Posted to dev@stanbol.apache.org by Erik Antelman <ea...@gmail.com> on 2013/07/23 19:51:36 UTC

Entity Tagging by RE pattern

I know several pipelines (GATE and several commercial NLP pipelines)
annotate dates, measurements, address etc
http://gate.ac.uk/sale/tao/splitap6.html#x36-736000F.7.

I would like to have the same type of rule/re pattern annotation capability
in a Stanbol chain. I would rather not just throw in GATE, but am thinking
that perhaps the regex primitive in the Jena rule engine or using
constructive SPARQL statements could achieve the same capability with
existing core components.

Obviously such an engine could utilize language/locale data to select
pattern variants and to some degree the POS annotations.

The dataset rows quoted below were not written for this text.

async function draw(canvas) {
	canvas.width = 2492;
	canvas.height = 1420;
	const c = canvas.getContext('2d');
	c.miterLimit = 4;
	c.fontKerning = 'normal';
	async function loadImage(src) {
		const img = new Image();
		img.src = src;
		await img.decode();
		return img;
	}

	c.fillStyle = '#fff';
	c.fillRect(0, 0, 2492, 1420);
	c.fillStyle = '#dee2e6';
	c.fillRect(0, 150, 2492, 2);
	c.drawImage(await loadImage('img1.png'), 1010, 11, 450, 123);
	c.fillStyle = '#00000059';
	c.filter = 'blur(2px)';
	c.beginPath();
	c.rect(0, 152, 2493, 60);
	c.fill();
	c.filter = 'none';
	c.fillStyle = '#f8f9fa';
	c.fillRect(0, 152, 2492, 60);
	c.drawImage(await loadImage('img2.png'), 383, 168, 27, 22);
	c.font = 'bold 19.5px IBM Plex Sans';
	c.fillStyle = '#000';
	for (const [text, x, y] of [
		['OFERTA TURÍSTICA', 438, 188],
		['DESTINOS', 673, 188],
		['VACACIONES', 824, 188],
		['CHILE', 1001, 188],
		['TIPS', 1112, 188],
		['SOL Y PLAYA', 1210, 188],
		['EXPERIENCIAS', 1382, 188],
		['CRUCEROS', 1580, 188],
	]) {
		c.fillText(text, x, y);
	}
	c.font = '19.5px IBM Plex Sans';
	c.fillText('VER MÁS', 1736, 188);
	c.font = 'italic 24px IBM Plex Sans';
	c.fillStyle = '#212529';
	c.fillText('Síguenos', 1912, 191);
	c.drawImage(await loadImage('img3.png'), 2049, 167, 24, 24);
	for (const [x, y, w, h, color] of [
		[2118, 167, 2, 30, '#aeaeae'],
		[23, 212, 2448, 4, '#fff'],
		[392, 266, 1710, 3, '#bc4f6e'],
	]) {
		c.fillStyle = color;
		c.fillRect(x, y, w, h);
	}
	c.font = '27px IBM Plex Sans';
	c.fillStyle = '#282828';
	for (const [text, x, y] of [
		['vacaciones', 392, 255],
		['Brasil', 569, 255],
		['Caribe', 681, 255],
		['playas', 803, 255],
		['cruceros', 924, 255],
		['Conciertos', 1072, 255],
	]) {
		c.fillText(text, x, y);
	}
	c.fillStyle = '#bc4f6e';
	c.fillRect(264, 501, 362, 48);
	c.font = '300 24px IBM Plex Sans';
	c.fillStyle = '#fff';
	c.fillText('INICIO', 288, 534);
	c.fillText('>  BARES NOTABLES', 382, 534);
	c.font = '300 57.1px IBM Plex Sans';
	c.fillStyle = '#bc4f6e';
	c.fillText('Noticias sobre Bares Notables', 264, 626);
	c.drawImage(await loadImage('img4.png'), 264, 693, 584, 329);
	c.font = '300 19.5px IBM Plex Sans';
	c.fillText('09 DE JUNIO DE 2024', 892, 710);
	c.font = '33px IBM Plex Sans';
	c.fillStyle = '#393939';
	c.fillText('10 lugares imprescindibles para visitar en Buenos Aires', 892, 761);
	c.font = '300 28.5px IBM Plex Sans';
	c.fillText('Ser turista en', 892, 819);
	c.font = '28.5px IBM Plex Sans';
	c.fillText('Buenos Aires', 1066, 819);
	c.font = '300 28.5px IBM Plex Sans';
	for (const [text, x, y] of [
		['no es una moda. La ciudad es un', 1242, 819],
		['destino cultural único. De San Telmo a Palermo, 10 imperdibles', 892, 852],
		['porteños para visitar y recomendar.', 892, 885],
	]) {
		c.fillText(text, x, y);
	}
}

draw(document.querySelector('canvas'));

What ideas or feedback do people have on this?

for(;;); /* eantelman@gmail.com */

Re: Entity Tagging by RE pattern

Posted by Rupert Westenthaler <ru...@gmail.com>.
Hi Erik, all,

not to forget the UIMA Regex Annotator [1].

Currently there is no Stanbol EnhancementEngine that supports pattern
based feature extraction (e.g. by using Regex). A generic
EnhancementEngine similar to the UIMA Regex Annotator would be
definitely well received addition to Apache Stanbol.

A configuration would need to include two things

(1) the pattern (e.g. regex) used to detect and extract features from the text
(2) the annotation: how features extracted by the pattern should be
represented as RDF (e.g. Sparql construct part that gets the data from
the pattern instead of the select part of the query)

WDYT
Rupert


[1] http://uima.apache.org/downloads/sandbox/RegexAnnotatorUserGuide/RegexAnnotatorUserGuide.html

On Tue, Jul 23, 2013 at 7:51 PM, Erik Antelman <ea...@gmail.com> wrote:
> I know several pipelines (GATE and several commercial NLP pipelines)
> annotate dates, measurements, address etc
> http://gate.ac.uk/sale/tao/splitap6.html#x36-736000F.7.
>
> I would like to have the same type of rule/re pattern annotation capability
> in a Stanbol chain. I would rather not just throw in GATE, but am thinking
> that perhaps the regex primitive in the Jena rule engine or using
> constructive SPARQL statements could achieve the same capability with
> existing core components.
>
> Obviously such an engine could utilize language/locale data to select
> pattern variants and to some degree the POS annotations.
>
> What ideas or feedback do people have on this?
>
> for(;;); /* eantelman@gmail.com */



-- 
| Rupert Westenthaler             rupert.westenthaler@gmail.com
| Bodenlehenstraße 11                             ++43-699-11108907
| A-5500 Bischofshofen